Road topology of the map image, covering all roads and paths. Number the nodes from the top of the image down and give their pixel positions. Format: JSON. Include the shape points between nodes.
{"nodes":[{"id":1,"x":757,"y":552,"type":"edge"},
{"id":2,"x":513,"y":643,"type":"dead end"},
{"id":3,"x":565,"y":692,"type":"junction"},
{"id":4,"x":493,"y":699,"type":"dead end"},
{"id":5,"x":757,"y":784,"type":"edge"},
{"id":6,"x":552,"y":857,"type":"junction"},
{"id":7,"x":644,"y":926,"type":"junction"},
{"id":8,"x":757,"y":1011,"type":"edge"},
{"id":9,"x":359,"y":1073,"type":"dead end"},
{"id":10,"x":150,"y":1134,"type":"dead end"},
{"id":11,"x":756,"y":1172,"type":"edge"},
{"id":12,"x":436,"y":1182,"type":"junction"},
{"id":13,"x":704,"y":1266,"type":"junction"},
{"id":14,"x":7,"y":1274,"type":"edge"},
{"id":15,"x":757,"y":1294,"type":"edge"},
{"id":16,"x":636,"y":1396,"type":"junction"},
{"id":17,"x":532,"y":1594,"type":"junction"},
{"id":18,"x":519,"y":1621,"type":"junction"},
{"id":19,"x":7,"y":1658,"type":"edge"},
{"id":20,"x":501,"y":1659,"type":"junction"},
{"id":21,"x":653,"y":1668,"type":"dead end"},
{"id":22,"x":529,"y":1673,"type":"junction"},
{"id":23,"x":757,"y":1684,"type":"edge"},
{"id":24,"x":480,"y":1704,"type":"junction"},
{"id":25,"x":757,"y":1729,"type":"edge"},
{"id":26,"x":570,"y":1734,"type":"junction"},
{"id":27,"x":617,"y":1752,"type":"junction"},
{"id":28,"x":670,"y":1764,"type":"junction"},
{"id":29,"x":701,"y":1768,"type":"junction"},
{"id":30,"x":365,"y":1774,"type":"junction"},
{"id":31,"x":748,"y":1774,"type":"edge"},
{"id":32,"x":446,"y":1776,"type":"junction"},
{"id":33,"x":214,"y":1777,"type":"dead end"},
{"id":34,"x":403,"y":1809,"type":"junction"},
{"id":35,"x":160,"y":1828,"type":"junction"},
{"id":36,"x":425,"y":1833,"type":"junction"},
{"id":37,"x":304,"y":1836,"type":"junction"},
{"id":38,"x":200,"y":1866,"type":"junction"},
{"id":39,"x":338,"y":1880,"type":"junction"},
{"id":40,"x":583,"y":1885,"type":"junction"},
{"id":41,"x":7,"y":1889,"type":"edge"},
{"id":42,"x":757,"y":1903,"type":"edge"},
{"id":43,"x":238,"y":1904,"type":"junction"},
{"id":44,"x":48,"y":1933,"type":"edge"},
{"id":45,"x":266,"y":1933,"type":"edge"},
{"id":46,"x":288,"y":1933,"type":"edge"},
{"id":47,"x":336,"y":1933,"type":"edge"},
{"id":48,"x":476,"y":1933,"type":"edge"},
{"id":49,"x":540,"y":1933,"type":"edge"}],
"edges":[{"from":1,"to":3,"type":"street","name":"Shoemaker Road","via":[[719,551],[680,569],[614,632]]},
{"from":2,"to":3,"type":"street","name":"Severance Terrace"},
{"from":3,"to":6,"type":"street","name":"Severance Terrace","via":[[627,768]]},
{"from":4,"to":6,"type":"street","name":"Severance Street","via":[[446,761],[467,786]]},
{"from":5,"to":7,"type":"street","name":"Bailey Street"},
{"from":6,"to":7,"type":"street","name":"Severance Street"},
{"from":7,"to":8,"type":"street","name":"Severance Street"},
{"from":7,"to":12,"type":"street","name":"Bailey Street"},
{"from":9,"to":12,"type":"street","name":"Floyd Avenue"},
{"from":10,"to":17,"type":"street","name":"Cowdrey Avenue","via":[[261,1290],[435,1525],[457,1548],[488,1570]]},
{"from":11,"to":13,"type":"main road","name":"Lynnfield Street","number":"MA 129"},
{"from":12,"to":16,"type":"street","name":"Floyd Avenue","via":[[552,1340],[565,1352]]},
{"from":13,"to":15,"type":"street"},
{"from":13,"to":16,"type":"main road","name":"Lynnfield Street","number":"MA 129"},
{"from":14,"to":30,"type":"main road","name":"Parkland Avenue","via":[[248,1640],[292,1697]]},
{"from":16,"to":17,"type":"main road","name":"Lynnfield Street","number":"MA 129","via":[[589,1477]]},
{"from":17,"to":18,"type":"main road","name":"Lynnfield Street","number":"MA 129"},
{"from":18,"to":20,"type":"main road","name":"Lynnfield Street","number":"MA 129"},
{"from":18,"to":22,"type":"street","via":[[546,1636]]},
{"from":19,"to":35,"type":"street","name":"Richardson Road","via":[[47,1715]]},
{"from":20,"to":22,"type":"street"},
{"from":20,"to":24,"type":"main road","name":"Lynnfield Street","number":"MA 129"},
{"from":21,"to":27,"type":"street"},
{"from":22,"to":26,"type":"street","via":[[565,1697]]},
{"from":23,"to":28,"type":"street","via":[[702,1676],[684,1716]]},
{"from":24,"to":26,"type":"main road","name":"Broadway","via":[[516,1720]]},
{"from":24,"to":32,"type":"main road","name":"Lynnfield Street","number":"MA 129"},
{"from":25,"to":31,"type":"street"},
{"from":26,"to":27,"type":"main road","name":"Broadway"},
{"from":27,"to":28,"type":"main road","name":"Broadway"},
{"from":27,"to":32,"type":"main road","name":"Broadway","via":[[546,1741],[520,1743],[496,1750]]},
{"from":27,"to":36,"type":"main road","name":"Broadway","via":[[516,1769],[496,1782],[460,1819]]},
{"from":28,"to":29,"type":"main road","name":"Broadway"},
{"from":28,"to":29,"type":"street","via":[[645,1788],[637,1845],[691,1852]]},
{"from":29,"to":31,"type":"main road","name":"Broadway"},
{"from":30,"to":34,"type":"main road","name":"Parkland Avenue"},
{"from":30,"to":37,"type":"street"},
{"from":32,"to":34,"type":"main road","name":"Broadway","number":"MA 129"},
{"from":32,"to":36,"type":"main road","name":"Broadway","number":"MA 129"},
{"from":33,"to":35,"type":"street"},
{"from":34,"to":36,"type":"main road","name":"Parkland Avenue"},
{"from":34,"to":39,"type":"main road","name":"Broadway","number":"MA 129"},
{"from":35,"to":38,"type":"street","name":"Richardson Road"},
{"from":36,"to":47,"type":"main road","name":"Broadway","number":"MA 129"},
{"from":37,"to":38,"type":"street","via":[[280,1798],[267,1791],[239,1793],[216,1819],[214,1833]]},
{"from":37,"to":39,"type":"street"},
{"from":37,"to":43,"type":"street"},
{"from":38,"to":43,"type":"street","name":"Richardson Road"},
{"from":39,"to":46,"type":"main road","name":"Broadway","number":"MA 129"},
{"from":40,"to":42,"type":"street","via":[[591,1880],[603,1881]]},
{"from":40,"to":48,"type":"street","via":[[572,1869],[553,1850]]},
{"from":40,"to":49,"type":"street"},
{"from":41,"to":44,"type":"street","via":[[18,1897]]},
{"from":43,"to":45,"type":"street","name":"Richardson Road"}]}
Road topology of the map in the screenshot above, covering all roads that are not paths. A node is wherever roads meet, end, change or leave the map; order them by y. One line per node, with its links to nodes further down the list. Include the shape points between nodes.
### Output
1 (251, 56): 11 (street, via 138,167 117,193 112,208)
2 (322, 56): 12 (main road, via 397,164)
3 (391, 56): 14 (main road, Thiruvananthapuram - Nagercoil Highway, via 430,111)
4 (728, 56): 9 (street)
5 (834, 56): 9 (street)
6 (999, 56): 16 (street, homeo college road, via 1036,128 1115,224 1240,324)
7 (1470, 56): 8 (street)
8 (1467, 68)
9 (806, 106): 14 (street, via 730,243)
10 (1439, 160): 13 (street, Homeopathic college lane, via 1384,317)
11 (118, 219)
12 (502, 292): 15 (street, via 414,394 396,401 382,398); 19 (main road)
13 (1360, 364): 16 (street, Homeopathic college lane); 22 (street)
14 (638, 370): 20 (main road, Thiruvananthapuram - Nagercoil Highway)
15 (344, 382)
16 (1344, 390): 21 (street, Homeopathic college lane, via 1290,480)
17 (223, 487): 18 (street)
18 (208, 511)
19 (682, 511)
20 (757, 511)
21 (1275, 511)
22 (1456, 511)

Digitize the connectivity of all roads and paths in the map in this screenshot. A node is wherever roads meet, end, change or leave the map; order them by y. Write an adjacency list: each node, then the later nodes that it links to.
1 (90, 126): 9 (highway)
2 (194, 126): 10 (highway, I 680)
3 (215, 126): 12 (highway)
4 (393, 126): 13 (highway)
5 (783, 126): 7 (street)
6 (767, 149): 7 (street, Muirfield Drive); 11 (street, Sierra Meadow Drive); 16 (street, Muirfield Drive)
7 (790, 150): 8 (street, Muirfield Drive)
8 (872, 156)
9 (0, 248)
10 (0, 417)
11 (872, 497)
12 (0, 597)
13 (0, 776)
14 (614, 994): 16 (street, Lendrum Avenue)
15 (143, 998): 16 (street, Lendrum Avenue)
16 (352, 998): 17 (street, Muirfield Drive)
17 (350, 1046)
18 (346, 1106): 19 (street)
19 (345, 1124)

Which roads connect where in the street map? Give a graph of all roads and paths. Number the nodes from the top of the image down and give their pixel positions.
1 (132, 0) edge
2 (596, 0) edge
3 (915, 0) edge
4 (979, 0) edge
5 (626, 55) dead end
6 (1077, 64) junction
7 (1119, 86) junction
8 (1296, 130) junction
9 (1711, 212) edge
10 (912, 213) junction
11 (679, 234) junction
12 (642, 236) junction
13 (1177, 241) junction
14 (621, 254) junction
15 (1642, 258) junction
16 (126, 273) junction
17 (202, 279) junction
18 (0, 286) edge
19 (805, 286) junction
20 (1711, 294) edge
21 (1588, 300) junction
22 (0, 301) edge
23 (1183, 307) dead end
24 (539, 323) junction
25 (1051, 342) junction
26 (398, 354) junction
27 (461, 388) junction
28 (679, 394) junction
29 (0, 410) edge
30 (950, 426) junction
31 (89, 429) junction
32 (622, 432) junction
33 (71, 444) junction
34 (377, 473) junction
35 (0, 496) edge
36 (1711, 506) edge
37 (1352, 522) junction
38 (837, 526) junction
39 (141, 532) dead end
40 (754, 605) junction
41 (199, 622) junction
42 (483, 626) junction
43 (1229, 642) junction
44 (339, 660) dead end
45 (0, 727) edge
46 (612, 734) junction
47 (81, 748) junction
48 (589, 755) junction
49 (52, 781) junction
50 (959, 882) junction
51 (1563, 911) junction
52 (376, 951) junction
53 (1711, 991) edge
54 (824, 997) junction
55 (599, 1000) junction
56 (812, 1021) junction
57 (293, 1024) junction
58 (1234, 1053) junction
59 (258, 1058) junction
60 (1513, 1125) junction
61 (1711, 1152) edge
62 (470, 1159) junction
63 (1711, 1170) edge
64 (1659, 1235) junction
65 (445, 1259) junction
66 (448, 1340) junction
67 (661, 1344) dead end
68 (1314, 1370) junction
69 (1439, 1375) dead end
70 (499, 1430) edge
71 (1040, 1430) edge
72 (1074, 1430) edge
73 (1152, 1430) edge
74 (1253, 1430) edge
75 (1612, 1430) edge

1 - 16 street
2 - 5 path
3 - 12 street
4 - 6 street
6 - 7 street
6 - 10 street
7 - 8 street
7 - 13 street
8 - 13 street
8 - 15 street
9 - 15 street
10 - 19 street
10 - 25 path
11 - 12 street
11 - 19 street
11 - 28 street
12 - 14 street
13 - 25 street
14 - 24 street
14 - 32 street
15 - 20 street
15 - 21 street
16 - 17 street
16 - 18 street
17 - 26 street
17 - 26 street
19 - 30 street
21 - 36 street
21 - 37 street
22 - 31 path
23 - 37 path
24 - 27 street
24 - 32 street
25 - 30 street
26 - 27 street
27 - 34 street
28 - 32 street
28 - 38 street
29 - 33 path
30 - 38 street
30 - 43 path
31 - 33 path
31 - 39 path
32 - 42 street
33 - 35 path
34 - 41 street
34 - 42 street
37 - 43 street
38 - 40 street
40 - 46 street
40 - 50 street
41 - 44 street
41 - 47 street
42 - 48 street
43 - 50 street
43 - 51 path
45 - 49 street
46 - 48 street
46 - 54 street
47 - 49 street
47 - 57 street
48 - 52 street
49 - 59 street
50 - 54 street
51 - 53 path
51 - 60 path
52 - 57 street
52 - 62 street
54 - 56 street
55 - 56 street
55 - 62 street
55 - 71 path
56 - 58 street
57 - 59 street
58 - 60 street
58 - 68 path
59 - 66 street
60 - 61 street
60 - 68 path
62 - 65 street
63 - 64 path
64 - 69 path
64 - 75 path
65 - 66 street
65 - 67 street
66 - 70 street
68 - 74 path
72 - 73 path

****************

### Directions:
Across the entries above, state how many lines include the string "that", with no other text.

### Answer section:
2